The SOVA Android banking trojan is continuing to be actively developed with upgraded capabilities to target no less than 200 mobile applications, including banking apps and crypto exchanges and wallets, up from 90 apps when it started out.

That’s according to the latest findings from Italian cybersecurity firm Cleafy, which found newer versions of the malware sporting functionality to intercept two-factor authentication (2FA) codes, steal cookies, and expand its targeting to cover Australia, Brazil, China, India, the Philippines, and the U.K.

SOVA, meaning Owl in Russian, came to light in September 2021 when it was observed striking financial and shopping apps from the U.S. and Spain for harvesting credentials through overlay attacks by taking advantage of Android’s Accessibility services.

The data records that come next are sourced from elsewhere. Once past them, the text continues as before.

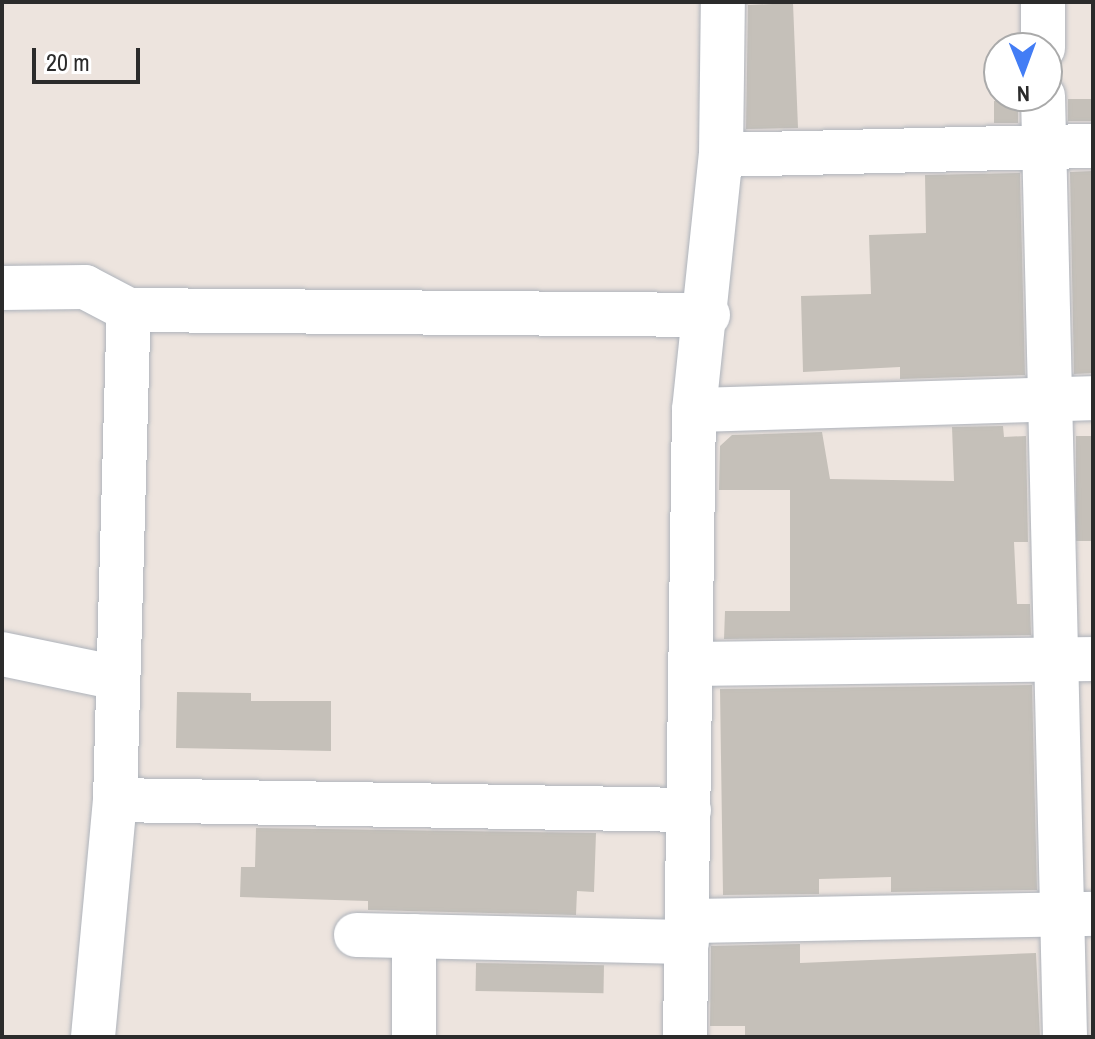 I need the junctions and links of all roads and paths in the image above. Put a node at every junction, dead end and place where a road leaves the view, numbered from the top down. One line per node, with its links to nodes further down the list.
1 (723, 2): 7 (street)
2 (1043, 2): 3 (street)
3 (1043, 32)
4 (1043, 112): 6 (street)
5 (1093, 146): 6 (street)
6 (1044, 148): 7 (street); 12 (street)
7 (721, 155): 10 (street)
8 (2, 288): 9 (street)
9 (129, 310): 10 (street); 17 (street)
10 (708, 315): 13 (street)
11 (1093, 398): 12 (street)
12 (1049, 399): 13 (street); 15 (street)
13 (694, 410): 16 (street)
14 (2, 654): 17 (street)
15 (1074, 659): 16 (street); 20 (street)
16 (693, 664): 19 (street)
17 (118, 678): 18 (street)
18 (115, 800): 19 (street); 24 (street)
19 (689, 810): 21 (street)
20 (1078, 915): 21 (street); 27 (street)
21 (687, 931): 23 (street); 26 (street)
22 (356, 935): 23 (street)
23 (414, 936): 25 (street)
24 (93, 1037)
25 (414, 1037)
26 (685, 1037)
27 (1065, 1037)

In less than a year, the trojan has also acted as a foundation for another Android malware called MaliBot that’s designed to target online banking and cryptocurrency wallet customers in Spain and Italy.

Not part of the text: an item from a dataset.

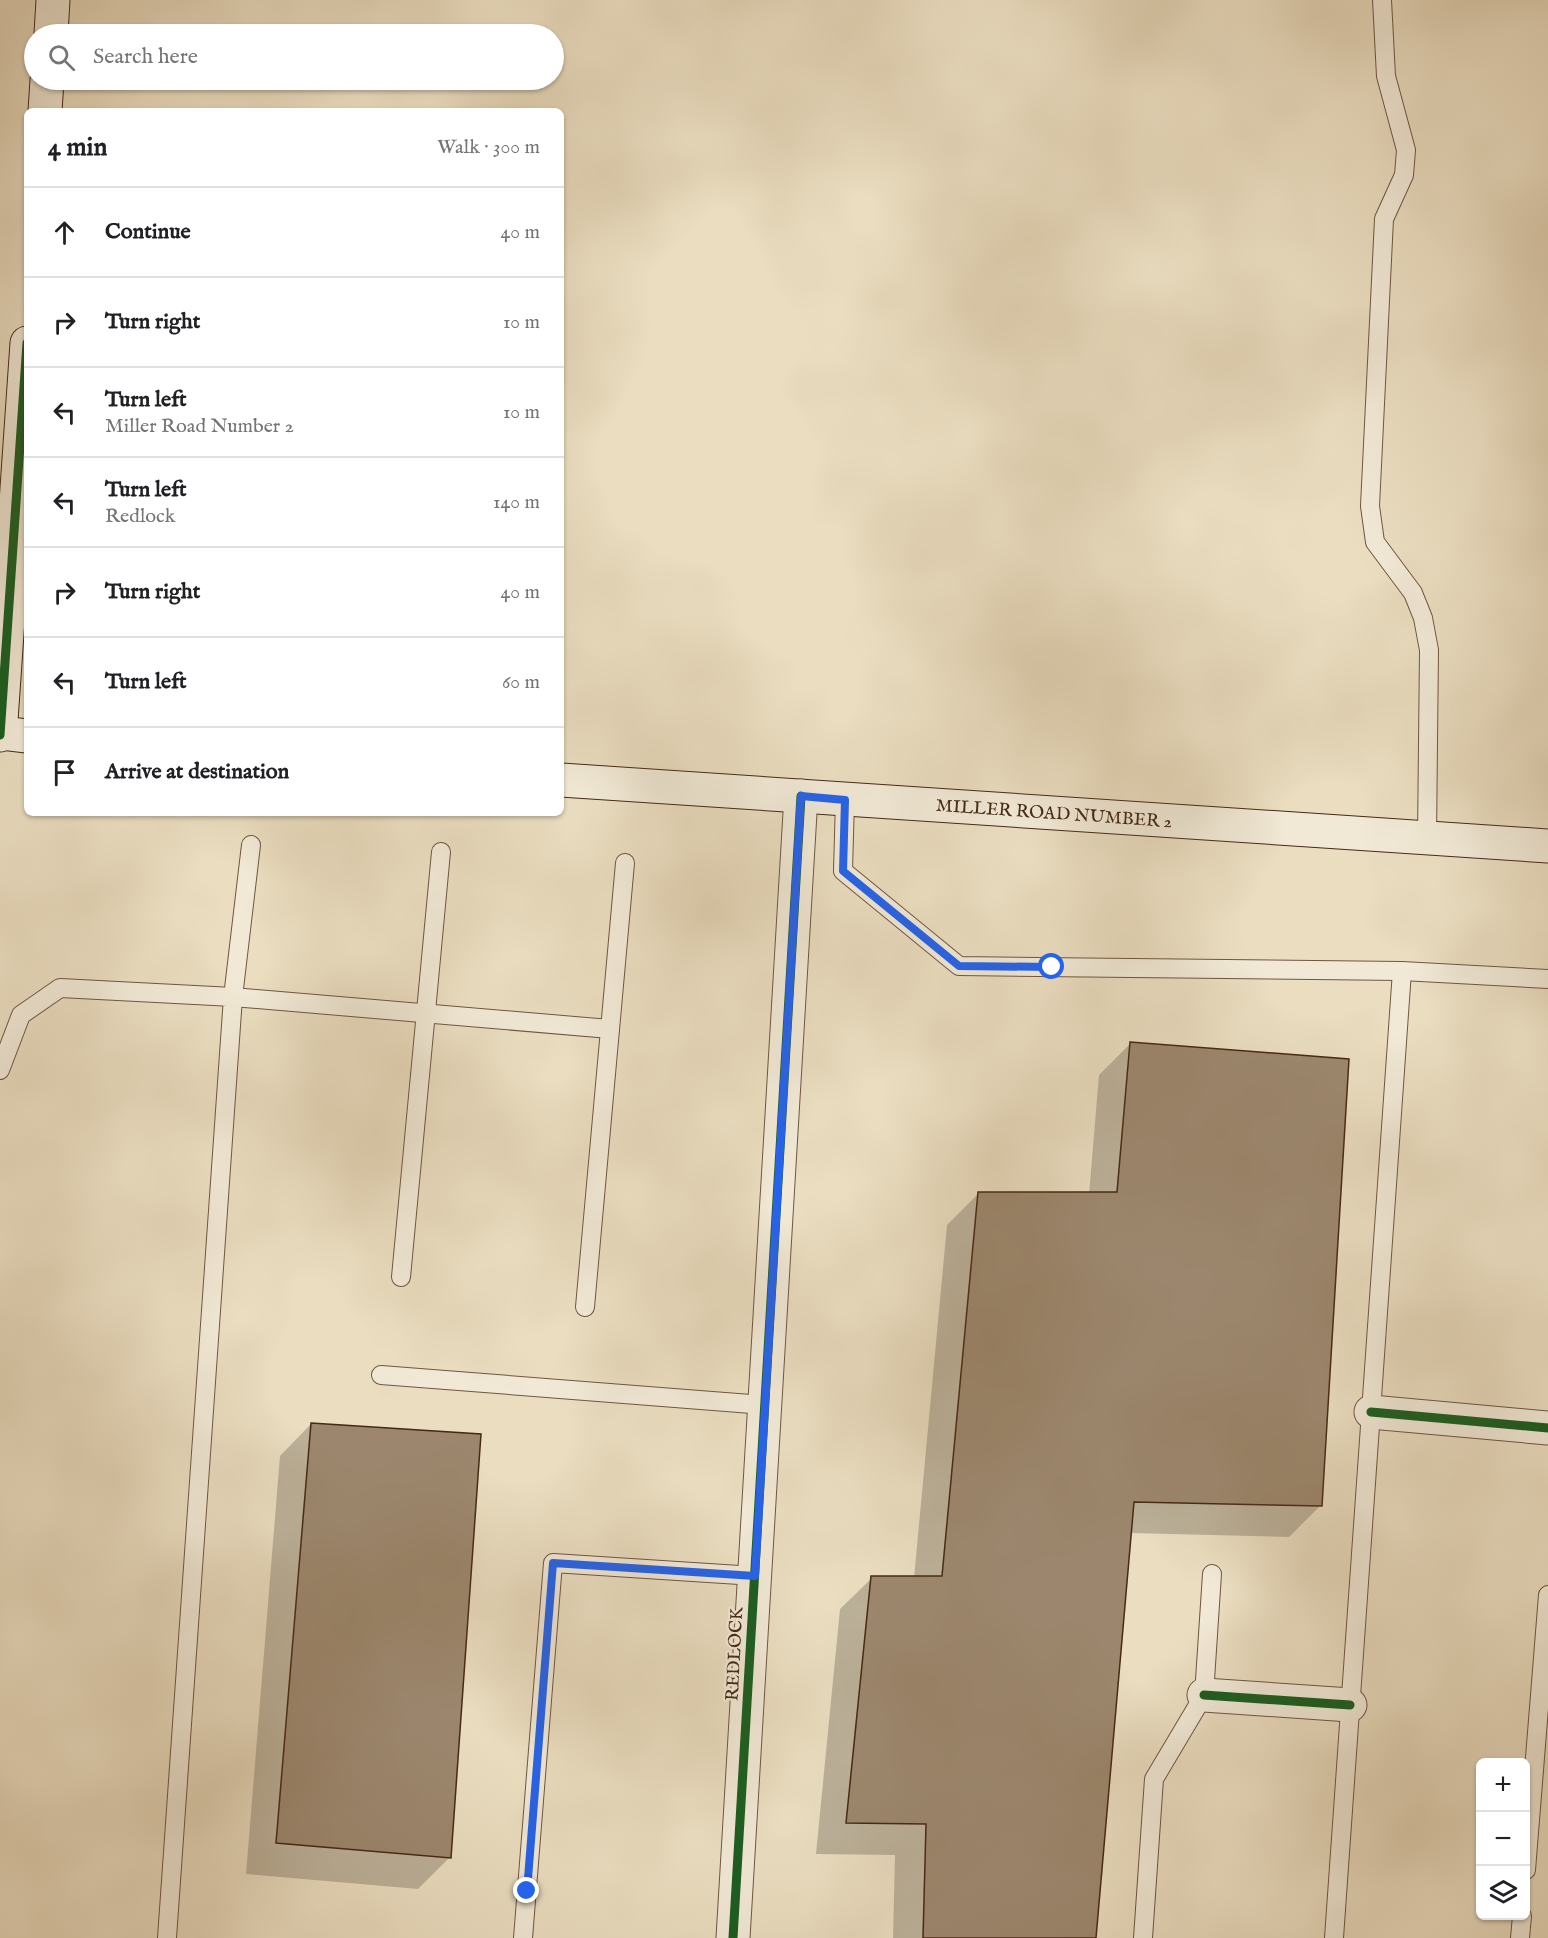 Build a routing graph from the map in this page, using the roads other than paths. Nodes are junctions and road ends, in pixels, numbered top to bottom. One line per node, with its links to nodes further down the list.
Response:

The latest variant of SOVA, dubbed v4 by Cleafy, conceals itself within fake applications that feature logos of legitimate apps like Amazon and Google Chrome to deceive users into installing them. Other notable improvements include capturing screenshots and recording the device screens.

“These features, combined with Accessibility services, enable [threat actors] to perform gestures and, consequently, fraudulent activities from the infected device, as we have already seen in other Android Banking Trojans (e.g. Oscorp or BRATA),” Cleafy researchers Francesco Iubatti and Federico Valentini said.

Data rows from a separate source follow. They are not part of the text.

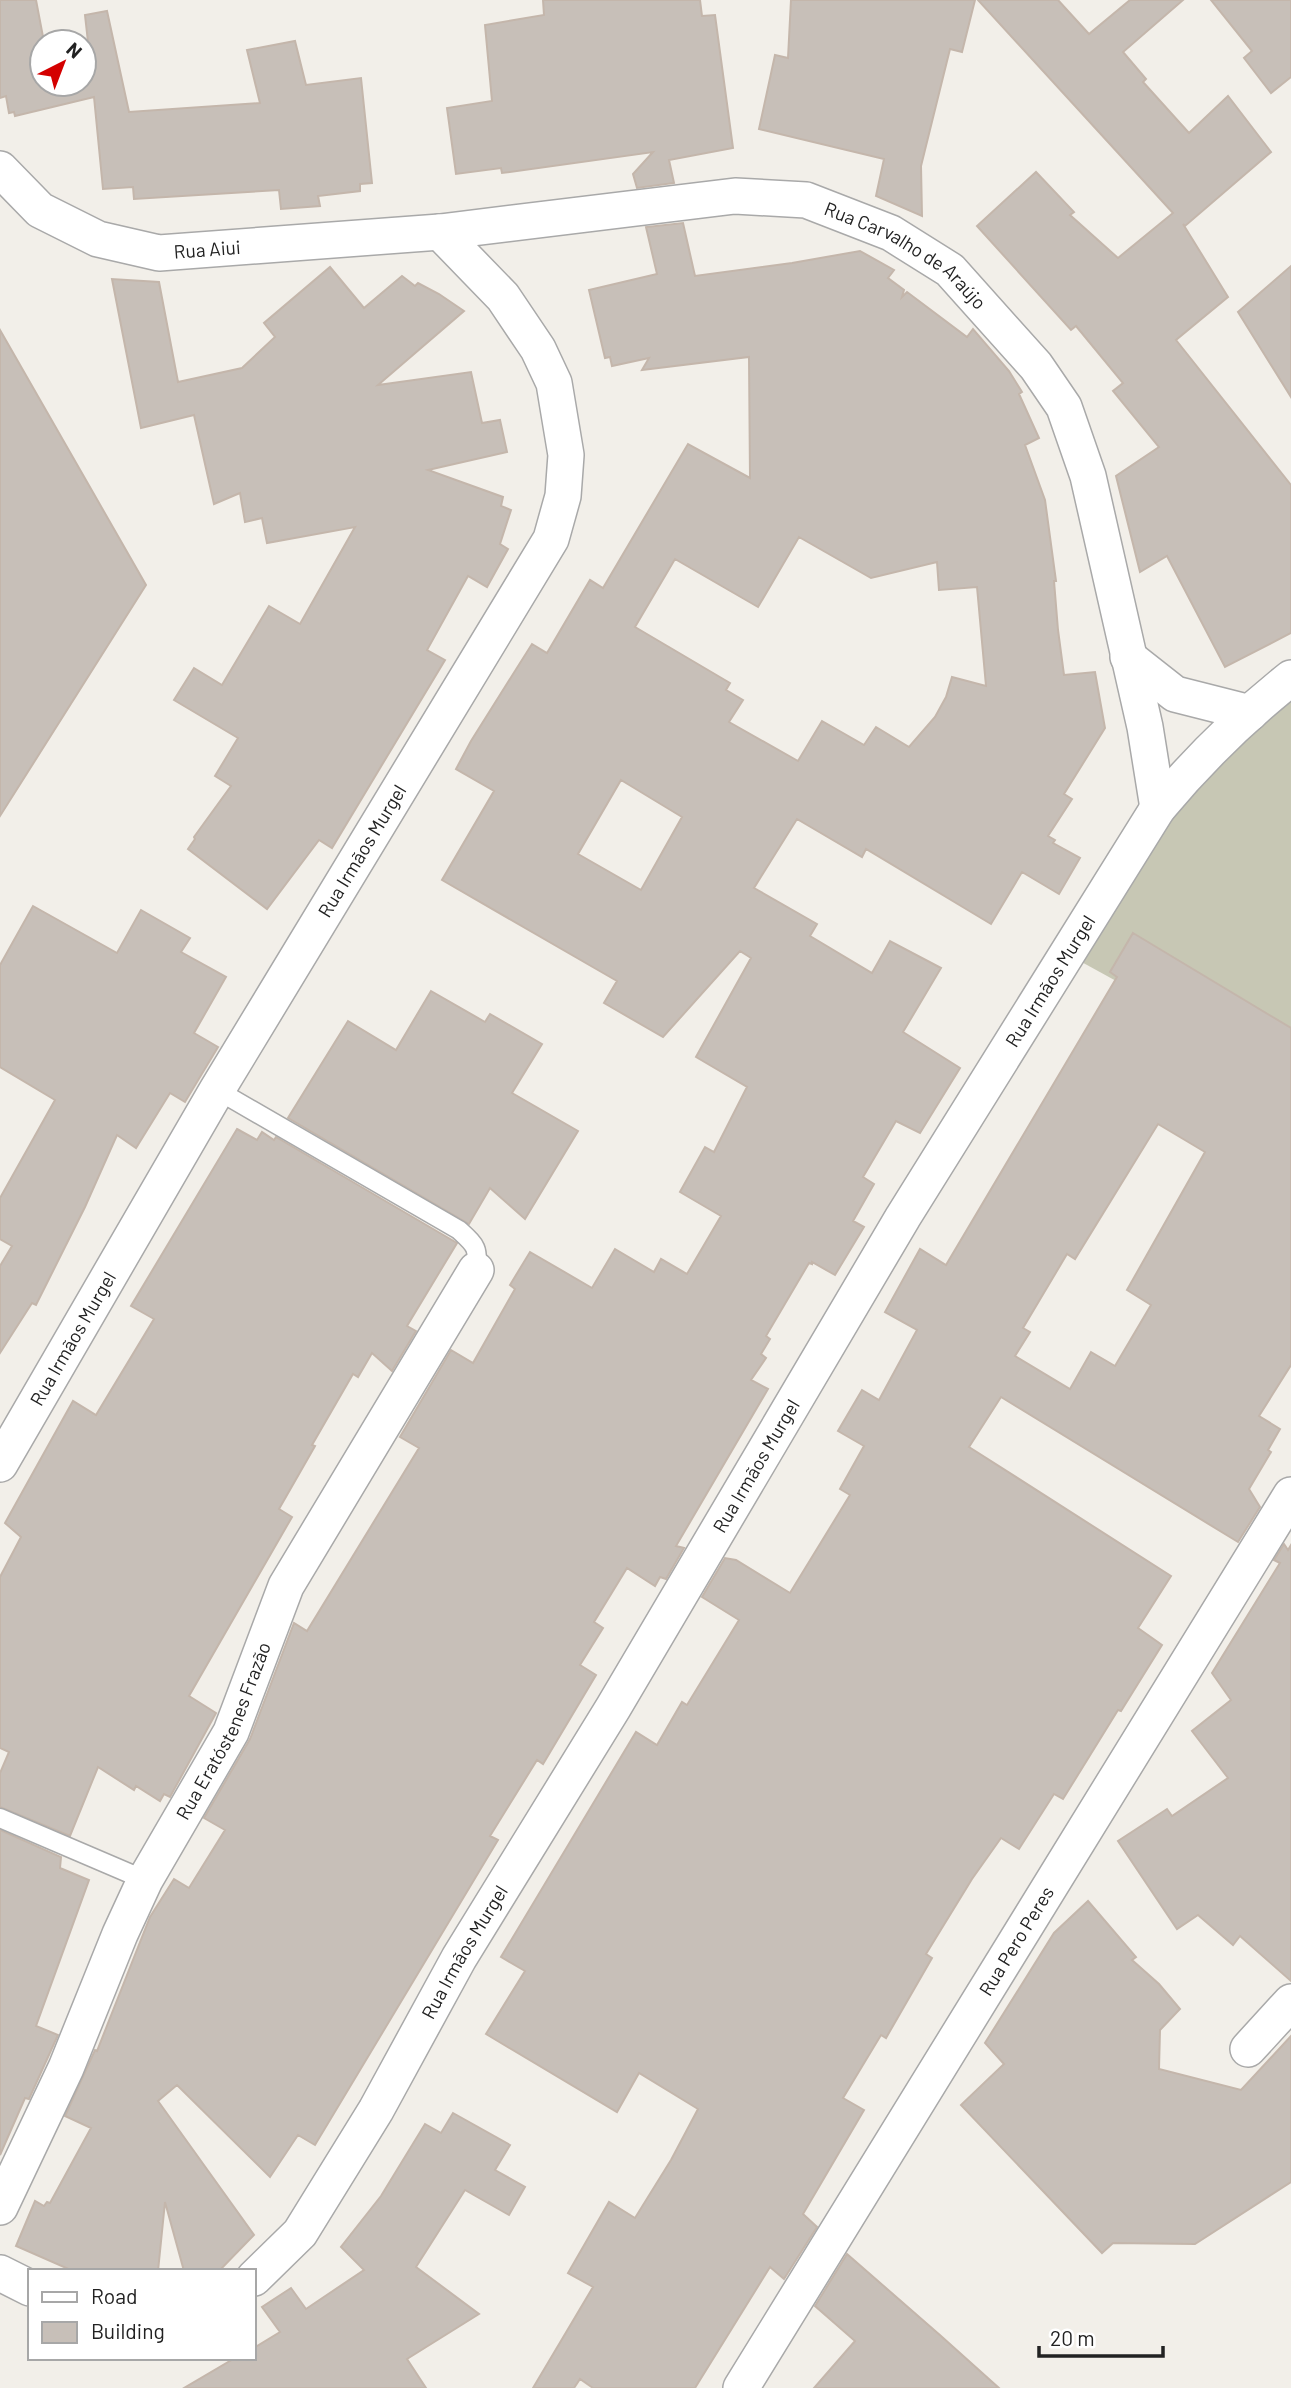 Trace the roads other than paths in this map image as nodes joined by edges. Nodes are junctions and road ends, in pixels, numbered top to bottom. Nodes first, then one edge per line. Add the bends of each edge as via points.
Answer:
1 (0, 169) edge
2 (440, 232) junction
3 (1128, 657) junction
4 (1291, 678) edge
5 (1250, 713) junction
6 (1158, 808) junction
7 (217, 1090) junction
8 (476, 1270) joint
9 (0, 1464) edge
10 (1291, 1495) edge
11 (0, 1818) edge
12 (145, 1880) junction
13 (1291, 2002) edge
14 (1248, 2049) dead end
15 (0, 2207) edge
16 (0, 2273) edge
17 (256, 2276) edge
18 (28, 2287) edge
19 (740, 2388) edge

1 - 2 street, Rua Aiui via 40,210 97,239 159,253
2 - 3 street, Rua Carvalho de Araújo via 735,196 806,200 891,233 950,270 1036,366 1064,407 1088,476
2 - 7 street, Rua Irmãos Murgel via 503,297 554,383 566,455 563,496 551,539
3 - 5 street via 1175,694
3 - 6 street, Rua Carvalho de Araújo
4 - 5 street, Rua Irmãos Murgel
5 - 6 street, Rua Irmãos Murgel
6 - 17 street, Rua Irmãos Murgel via 903,1217 613,1708 459,1958 363,2132 300,2233
7 - 8 lane via 458,1230 478,1253
7 - 9 street, Rua Irmãos Murgel
8 - 12 street, Rua Eratóstenes Frazão via 286,1587 231,1732
10 - 19 street, Rua Pero Peres
11 - 12 lane
12 - 15 street, Rua Eratóstenes Frazão via 66,2067
13 - 14 street
16 - 18 street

SOVA v4 is also notable for its effort to gather sensitive information from Binance and Trust Wallet, such as account balances and seed phrases. What’s more, all the 13 Russian and Ukraine-based banking apps that were originally targeted by the malware have since been removed from the version.

To make matters worse, the update enables the malware to leverage its wide-ranging permissions to deflect uninstallation attempts by redirecting the victim to the home screen and displaying the toast message “This app is secured.”

The banking trojan, feature-rich as it is, is also expected to incorporate a ransomware component in the next iteration, which is currently under development and aims to encrypt all files stored in the infected device using AES and rename them with the extension “.enc.” The enhancement is likely to make SOVA a formidable threat in the mobile threat landscape.

“The ransomware feature is quite interesting as it’s still not a common one in the Android banking trojans landscape,” the researchers said. “It strongly leverages on the opportunity that has arisen in recent years, as mobile devices became for most people the central storage for personal and business data.”